### DATA RECORDS
■ ■ ■

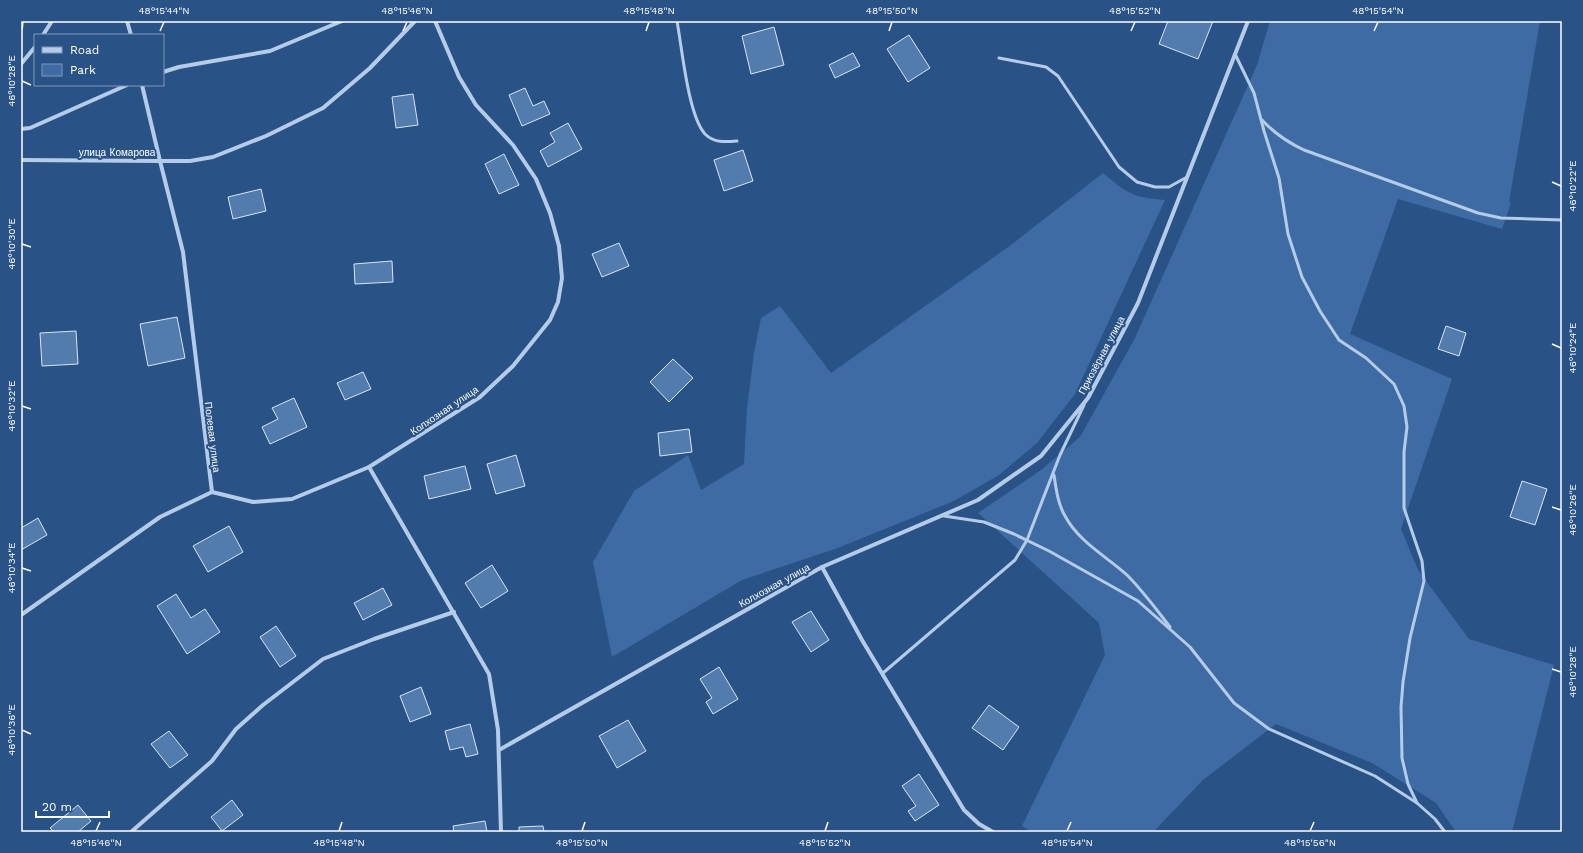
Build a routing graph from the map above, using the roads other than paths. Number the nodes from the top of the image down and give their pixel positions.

■ ■ ■

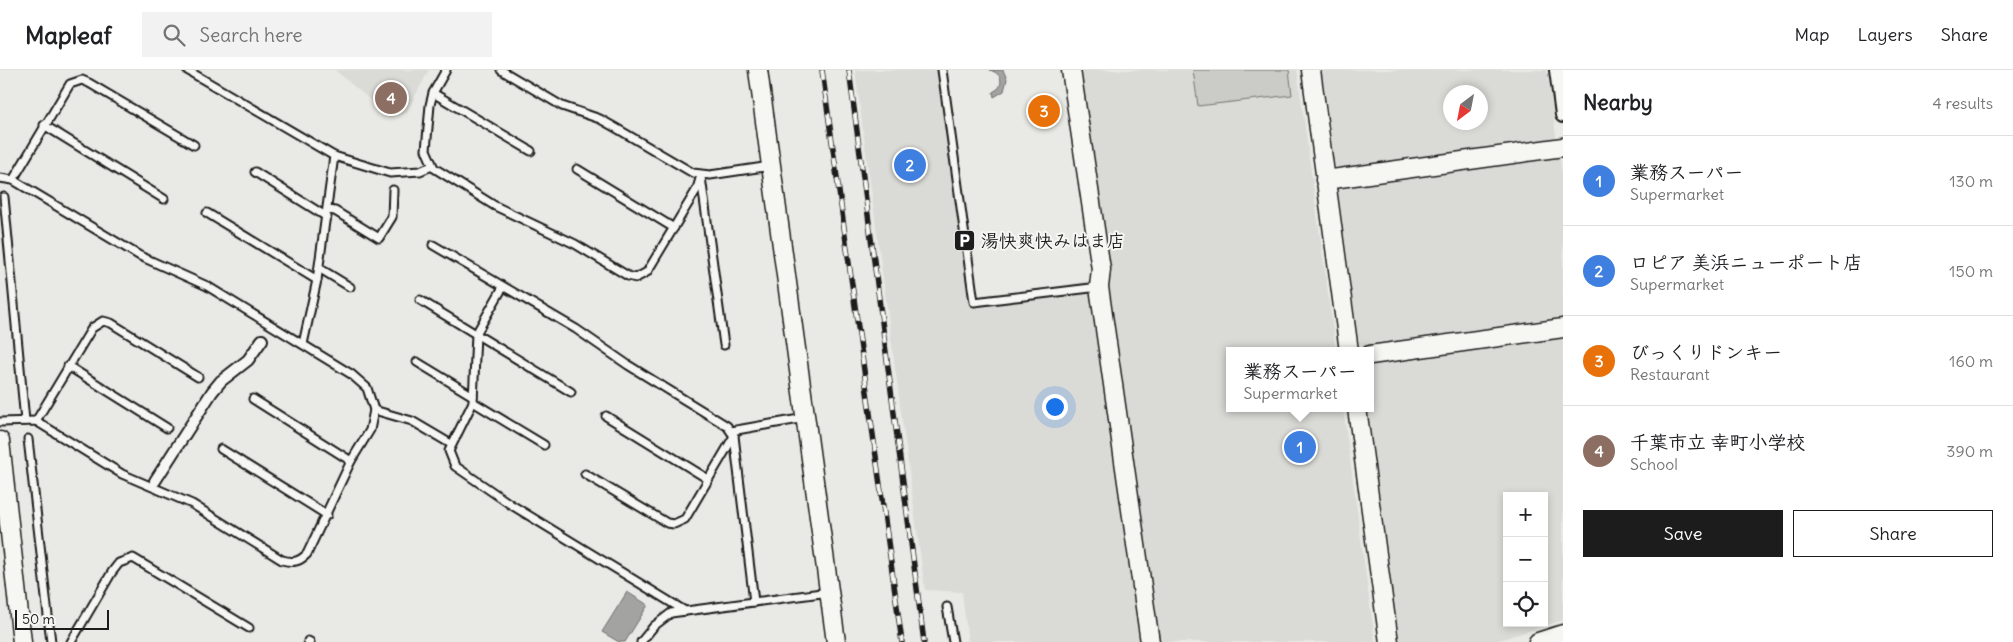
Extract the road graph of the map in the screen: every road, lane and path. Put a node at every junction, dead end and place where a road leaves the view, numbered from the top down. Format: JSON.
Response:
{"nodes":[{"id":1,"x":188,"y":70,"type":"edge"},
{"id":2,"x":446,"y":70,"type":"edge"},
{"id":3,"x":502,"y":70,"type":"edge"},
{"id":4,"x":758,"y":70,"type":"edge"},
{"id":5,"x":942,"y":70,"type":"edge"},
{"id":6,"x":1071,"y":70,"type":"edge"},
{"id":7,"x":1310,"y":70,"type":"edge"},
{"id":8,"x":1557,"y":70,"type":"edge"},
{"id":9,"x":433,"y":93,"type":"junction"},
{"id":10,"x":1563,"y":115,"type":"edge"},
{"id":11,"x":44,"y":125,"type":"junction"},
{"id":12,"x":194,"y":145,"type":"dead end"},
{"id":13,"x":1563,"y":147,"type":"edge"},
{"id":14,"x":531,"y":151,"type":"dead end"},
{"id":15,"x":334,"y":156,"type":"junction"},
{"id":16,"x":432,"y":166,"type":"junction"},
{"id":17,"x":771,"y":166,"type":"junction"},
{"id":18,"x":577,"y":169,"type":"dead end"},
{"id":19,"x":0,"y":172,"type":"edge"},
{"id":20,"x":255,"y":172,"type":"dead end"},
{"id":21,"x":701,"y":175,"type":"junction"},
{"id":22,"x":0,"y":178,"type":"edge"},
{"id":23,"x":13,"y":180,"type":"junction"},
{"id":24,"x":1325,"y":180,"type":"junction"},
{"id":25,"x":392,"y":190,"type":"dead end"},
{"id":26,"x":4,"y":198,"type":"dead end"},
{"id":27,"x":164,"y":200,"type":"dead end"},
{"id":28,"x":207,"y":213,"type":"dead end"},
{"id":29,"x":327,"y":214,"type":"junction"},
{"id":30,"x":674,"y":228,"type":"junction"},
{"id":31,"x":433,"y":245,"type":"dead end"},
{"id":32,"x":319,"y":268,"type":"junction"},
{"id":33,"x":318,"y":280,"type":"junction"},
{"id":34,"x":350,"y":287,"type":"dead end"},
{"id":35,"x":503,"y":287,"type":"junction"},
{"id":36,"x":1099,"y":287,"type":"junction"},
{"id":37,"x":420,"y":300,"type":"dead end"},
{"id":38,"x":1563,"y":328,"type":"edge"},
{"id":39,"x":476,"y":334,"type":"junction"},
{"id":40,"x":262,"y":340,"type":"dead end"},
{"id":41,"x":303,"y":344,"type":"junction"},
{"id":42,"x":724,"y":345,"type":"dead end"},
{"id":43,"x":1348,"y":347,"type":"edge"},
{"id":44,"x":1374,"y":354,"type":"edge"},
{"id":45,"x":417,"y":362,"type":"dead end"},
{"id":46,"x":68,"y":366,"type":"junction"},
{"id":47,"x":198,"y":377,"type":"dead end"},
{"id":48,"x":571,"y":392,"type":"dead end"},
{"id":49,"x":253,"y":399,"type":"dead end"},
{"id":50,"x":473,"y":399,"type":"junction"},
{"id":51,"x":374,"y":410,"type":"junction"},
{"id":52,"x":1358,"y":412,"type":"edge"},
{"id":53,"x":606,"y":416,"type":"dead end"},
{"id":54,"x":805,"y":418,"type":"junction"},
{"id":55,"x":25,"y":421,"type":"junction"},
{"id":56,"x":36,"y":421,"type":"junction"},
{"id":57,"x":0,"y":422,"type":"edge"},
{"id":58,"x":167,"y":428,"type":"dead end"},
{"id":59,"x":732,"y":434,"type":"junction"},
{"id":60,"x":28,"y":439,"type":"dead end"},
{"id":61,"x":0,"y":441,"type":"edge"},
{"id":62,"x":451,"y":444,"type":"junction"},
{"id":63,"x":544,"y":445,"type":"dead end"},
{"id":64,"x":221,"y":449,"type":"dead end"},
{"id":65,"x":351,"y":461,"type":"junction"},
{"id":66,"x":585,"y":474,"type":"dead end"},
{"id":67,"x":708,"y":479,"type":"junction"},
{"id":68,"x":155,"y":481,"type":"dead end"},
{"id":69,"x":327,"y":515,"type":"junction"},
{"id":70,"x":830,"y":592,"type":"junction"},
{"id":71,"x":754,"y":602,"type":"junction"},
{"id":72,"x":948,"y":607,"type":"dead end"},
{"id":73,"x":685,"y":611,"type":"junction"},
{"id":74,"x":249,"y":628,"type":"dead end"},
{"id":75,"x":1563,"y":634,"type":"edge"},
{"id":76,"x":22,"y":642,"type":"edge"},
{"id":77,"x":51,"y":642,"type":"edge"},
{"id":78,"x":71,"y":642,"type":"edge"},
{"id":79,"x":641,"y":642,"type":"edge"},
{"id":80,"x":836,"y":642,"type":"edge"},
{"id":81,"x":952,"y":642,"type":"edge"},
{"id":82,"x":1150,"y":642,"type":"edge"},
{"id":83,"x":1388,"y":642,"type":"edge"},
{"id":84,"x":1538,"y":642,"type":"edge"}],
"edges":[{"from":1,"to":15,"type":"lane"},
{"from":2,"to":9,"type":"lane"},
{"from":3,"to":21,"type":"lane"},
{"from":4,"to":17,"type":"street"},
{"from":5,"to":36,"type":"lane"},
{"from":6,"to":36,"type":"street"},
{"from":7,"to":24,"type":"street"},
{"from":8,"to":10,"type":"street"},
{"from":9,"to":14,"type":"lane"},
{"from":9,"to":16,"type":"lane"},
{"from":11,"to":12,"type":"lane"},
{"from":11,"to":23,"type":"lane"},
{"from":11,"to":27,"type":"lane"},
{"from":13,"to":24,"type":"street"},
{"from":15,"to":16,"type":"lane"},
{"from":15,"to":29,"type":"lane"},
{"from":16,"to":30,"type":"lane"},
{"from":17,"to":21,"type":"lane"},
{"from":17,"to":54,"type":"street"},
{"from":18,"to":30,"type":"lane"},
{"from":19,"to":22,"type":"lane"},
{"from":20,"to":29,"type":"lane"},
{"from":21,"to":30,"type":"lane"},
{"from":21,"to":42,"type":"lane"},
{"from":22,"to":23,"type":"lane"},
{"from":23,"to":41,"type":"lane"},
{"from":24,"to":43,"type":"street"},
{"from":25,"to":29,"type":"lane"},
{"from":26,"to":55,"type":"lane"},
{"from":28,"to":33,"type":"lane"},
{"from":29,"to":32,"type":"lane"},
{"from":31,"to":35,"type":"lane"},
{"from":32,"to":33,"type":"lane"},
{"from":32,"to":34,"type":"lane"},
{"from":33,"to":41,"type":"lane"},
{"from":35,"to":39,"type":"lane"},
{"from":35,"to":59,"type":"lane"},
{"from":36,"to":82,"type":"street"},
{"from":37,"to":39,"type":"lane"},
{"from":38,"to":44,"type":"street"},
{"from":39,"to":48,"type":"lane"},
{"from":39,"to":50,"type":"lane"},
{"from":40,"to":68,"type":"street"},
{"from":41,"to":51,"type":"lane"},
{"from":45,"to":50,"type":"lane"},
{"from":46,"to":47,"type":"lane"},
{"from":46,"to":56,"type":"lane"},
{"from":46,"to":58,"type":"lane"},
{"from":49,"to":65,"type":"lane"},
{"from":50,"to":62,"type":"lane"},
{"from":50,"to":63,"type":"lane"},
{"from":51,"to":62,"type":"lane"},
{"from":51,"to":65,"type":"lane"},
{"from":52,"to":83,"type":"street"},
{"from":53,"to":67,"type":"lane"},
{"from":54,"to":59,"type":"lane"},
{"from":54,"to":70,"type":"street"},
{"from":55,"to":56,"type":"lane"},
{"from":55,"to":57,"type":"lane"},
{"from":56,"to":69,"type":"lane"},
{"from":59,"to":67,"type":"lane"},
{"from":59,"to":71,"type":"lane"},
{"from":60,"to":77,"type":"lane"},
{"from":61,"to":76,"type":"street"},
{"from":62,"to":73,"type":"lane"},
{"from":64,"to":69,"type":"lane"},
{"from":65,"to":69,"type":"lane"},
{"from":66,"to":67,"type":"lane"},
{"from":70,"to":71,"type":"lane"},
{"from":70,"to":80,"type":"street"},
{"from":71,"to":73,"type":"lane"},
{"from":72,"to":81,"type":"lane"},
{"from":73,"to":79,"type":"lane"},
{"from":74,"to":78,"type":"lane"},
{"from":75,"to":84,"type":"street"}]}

■ ■ ■

### WHAT NEEDS TO BE DONE
Check each line of the entries above for the string "graph", and return those that contain it.

### OUTPUT OF THE TASK
Build a routing graph from the map above, using the roads other than paths. Number the nodes from the top of the image down and give their pixel positions.
Extract the road graph of the map in the screen: every road, lane and path. Put a node at every junction, dead end and place where a road leaves the view, numbered from the top down. Format: JSON.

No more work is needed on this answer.